▶ [EXERCISE INSTRUCTIONS]:
Write only the number of lines below in which "mouth" occurs.

=======

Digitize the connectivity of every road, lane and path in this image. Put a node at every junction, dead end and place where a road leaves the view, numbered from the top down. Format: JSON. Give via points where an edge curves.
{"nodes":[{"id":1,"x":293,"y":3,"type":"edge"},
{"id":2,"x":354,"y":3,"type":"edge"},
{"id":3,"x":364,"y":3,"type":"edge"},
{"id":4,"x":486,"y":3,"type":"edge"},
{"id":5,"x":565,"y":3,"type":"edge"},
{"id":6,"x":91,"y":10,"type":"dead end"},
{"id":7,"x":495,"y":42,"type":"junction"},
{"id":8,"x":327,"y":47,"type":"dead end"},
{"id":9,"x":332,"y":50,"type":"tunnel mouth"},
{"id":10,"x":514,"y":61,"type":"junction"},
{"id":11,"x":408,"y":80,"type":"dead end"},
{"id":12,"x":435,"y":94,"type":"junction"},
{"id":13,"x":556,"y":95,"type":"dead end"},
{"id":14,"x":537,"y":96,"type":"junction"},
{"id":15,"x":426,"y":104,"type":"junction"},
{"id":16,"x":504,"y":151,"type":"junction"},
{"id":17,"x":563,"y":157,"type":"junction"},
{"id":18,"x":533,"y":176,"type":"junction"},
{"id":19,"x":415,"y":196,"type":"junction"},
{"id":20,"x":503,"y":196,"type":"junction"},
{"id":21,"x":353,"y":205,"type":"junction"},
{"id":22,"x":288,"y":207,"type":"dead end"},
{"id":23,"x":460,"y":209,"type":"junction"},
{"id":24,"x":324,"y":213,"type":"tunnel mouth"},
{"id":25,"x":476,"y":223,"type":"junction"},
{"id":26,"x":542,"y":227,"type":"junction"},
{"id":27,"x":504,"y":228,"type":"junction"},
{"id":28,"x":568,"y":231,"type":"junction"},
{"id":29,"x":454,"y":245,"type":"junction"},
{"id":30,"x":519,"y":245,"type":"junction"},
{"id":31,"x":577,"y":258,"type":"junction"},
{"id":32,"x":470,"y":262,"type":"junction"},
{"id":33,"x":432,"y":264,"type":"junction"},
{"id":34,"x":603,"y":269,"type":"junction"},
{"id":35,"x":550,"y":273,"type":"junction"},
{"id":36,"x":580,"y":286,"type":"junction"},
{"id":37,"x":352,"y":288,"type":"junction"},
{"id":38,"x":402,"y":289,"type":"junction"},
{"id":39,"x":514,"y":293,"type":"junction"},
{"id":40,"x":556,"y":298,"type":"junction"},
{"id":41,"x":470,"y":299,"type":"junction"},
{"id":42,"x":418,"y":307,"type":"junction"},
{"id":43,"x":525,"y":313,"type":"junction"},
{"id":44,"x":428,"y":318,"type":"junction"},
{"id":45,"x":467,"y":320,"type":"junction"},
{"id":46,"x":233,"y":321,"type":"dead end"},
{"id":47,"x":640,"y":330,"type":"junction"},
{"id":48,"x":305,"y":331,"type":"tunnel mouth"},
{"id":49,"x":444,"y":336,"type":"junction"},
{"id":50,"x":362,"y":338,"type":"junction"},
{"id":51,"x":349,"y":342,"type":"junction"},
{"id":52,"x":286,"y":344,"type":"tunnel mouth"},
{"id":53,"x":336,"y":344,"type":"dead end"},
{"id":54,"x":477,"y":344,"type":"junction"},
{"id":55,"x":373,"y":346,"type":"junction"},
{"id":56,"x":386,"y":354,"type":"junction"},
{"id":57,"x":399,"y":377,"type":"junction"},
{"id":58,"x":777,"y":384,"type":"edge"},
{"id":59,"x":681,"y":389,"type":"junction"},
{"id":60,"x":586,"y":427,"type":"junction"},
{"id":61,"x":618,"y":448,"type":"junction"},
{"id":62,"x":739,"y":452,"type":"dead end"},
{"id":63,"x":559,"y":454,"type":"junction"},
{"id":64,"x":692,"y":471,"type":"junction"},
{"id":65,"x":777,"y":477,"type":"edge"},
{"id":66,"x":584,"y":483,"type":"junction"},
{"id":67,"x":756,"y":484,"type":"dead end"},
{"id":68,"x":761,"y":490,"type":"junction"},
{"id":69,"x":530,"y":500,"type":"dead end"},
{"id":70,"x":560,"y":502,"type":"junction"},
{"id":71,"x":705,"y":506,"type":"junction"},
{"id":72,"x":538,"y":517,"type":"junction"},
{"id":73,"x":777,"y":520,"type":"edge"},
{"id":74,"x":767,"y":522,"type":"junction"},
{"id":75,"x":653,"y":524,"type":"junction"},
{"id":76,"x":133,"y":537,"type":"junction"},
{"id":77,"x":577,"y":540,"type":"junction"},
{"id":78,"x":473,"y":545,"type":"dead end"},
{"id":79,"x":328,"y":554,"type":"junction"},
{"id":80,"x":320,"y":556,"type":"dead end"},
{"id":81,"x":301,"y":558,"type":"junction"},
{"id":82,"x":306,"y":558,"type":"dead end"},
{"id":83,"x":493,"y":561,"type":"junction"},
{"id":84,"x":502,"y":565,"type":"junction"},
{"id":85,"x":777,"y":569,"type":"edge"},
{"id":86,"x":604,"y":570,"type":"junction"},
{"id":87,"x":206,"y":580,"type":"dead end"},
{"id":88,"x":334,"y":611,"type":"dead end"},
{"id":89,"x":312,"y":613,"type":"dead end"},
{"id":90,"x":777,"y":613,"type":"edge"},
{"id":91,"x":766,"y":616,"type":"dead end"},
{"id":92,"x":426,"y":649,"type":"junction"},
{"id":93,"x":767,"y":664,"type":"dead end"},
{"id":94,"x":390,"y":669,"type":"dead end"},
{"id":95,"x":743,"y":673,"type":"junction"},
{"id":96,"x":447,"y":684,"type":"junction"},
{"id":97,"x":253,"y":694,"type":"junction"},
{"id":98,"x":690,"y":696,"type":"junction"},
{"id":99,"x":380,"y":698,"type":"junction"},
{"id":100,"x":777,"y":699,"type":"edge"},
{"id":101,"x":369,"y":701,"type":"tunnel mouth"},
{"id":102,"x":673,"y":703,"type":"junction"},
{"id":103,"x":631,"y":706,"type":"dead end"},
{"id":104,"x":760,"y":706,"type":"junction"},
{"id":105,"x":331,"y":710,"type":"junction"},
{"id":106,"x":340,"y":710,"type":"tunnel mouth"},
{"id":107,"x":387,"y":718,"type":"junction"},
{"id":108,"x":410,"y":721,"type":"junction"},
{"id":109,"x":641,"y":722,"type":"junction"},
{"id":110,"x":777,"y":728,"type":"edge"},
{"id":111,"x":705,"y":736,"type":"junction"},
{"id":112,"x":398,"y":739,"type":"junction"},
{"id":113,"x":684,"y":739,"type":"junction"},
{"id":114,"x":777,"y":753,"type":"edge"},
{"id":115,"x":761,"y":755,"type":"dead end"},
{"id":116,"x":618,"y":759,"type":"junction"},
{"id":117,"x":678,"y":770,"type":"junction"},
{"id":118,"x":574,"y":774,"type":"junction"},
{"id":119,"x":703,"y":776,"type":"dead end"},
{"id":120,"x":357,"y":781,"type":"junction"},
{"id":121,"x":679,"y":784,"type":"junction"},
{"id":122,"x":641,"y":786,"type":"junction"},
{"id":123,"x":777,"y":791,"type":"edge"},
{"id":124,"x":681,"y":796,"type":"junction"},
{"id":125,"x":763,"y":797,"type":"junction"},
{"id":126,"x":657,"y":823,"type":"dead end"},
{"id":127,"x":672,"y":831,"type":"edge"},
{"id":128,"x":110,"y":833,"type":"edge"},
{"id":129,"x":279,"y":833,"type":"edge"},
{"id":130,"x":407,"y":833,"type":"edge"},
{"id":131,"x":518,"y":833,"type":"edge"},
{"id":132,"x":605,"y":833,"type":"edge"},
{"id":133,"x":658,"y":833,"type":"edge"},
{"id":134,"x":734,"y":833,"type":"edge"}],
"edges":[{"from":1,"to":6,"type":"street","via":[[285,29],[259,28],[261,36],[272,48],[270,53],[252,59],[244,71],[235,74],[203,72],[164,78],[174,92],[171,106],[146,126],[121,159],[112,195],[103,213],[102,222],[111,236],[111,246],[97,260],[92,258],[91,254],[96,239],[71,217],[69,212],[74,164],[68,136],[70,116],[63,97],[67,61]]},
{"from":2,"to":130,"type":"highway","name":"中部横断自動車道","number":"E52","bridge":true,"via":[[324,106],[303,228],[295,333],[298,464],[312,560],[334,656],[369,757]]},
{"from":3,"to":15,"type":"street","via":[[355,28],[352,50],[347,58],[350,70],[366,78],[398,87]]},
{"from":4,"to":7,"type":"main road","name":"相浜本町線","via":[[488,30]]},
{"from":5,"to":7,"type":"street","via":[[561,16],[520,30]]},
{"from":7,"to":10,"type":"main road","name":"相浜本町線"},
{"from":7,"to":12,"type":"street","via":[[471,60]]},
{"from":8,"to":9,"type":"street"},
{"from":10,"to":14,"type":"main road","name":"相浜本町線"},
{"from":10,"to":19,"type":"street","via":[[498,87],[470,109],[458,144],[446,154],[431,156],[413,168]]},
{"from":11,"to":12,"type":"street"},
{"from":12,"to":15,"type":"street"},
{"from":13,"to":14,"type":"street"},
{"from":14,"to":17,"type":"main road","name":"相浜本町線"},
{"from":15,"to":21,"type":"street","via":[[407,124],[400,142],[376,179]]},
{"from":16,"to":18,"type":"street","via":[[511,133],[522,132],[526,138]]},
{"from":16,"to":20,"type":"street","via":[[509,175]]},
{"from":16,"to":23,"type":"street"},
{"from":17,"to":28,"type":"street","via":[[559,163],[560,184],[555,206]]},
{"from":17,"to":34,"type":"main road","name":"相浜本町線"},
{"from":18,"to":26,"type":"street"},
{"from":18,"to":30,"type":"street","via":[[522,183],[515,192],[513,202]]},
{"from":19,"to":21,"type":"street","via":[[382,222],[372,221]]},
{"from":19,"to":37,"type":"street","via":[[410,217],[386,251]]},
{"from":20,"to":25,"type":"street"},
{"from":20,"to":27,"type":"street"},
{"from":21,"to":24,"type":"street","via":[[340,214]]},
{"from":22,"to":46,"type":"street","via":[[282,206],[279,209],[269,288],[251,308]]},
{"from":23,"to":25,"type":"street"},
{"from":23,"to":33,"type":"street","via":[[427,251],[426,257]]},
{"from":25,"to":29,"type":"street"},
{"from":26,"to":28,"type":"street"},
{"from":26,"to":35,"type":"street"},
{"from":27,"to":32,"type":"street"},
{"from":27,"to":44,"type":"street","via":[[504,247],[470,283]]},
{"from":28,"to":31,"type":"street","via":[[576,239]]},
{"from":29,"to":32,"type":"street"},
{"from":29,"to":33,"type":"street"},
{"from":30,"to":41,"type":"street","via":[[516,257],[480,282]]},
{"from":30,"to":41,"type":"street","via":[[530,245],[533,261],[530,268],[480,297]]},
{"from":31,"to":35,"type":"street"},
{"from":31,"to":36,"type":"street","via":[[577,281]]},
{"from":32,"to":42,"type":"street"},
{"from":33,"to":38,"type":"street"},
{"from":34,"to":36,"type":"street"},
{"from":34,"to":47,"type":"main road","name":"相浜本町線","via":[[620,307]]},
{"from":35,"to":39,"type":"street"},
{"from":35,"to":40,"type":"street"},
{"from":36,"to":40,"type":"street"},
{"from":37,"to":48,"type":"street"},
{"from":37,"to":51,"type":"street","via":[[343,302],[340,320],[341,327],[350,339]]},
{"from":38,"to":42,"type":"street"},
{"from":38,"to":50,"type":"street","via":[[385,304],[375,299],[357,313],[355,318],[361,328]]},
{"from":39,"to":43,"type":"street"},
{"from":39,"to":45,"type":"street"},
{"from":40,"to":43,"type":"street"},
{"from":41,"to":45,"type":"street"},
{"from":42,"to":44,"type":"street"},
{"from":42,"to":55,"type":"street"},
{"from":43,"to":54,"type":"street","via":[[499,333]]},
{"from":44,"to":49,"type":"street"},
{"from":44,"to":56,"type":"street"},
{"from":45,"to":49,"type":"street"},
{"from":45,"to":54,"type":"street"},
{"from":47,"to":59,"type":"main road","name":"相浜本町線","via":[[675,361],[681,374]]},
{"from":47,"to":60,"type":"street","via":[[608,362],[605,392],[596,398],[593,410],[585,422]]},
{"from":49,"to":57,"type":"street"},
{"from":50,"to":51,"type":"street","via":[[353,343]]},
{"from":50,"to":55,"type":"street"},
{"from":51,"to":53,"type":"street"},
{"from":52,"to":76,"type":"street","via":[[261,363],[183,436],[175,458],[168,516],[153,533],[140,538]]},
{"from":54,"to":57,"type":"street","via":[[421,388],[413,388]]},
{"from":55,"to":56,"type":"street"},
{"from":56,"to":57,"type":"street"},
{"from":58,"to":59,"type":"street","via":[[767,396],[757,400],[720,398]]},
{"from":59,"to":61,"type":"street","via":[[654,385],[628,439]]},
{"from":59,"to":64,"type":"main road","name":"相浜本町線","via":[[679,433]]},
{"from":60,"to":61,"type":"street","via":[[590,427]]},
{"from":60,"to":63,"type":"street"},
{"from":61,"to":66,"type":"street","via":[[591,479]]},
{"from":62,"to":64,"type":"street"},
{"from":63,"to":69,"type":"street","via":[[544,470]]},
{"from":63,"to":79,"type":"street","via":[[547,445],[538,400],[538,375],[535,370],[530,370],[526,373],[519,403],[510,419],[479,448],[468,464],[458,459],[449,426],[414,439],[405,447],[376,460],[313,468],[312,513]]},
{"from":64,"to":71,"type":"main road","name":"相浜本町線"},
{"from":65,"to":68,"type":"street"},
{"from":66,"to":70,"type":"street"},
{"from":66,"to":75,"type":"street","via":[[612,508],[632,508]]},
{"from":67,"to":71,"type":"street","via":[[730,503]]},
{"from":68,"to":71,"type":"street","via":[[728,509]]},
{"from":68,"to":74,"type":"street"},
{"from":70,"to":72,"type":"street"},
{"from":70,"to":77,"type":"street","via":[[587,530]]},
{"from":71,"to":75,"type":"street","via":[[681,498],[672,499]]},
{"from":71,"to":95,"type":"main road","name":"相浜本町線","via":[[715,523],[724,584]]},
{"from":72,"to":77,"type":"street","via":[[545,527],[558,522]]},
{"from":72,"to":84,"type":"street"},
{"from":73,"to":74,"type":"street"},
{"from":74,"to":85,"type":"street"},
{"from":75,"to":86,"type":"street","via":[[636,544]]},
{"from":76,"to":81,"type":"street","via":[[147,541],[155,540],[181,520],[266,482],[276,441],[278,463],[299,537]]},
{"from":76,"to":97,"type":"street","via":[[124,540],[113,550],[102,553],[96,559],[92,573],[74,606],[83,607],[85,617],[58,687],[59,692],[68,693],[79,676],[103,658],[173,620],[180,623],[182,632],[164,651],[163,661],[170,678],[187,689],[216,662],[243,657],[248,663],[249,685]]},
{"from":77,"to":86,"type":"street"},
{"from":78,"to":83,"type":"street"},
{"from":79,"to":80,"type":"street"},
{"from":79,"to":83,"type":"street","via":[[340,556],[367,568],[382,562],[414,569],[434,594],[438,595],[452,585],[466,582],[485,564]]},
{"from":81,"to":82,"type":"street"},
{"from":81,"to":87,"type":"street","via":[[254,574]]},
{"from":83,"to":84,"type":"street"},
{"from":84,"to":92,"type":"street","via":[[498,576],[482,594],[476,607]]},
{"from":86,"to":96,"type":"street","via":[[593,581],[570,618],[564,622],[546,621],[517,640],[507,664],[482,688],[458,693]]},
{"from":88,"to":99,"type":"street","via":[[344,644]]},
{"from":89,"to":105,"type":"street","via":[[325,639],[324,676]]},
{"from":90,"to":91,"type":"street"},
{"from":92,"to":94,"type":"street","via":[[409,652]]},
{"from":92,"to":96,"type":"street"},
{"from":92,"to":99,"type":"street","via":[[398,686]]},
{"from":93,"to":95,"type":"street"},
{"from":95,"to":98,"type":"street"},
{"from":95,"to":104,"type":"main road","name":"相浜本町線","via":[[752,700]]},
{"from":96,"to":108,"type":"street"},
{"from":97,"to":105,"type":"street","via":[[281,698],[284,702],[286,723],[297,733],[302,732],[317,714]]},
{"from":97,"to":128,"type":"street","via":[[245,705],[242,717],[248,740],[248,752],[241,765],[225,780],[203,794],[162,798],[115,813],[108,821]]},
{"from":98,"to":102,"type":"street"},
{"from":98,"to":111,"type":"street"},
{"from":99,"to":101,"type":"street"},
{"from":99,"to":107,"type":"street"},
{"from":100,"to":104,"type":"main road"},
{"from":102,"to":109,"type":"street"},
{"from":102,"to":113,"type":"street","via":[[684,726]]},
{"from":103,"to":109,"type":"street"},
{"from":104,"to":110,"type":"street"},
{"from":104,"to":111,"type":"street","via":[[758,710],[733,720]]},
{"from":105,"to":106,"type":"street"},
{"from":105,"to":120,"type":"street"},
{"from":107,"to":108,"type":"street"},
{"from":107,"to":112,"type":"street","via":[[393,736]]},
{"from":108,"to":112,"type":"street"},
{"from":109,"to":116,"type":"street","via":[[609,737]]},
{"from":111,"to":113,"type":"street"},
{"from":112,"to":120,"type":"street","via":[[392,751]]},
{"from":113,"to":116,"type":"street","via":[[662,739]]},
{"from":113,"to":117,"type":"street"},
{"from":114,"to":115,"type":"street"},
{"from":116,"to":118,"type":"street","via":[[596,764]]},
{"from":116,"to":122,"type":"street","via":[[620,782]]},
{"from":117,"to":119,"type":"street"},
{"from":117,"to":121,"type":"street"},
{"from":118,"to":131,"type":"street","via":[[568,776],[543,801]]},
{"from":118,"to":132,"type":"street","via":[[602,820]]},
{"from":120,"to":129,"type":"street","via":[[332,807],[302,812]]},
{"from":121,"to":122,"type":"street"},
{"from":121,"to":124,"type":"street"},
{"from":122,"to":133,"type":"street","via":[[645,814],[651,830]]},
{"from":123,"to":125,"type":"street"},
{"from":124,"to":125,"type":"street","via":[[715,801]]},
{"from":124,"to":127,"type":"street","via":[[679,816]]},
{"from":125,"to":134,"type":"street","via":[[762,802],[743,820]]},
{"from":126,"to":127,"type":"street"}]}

=======

▶ [SOLUTION BELOW]:
6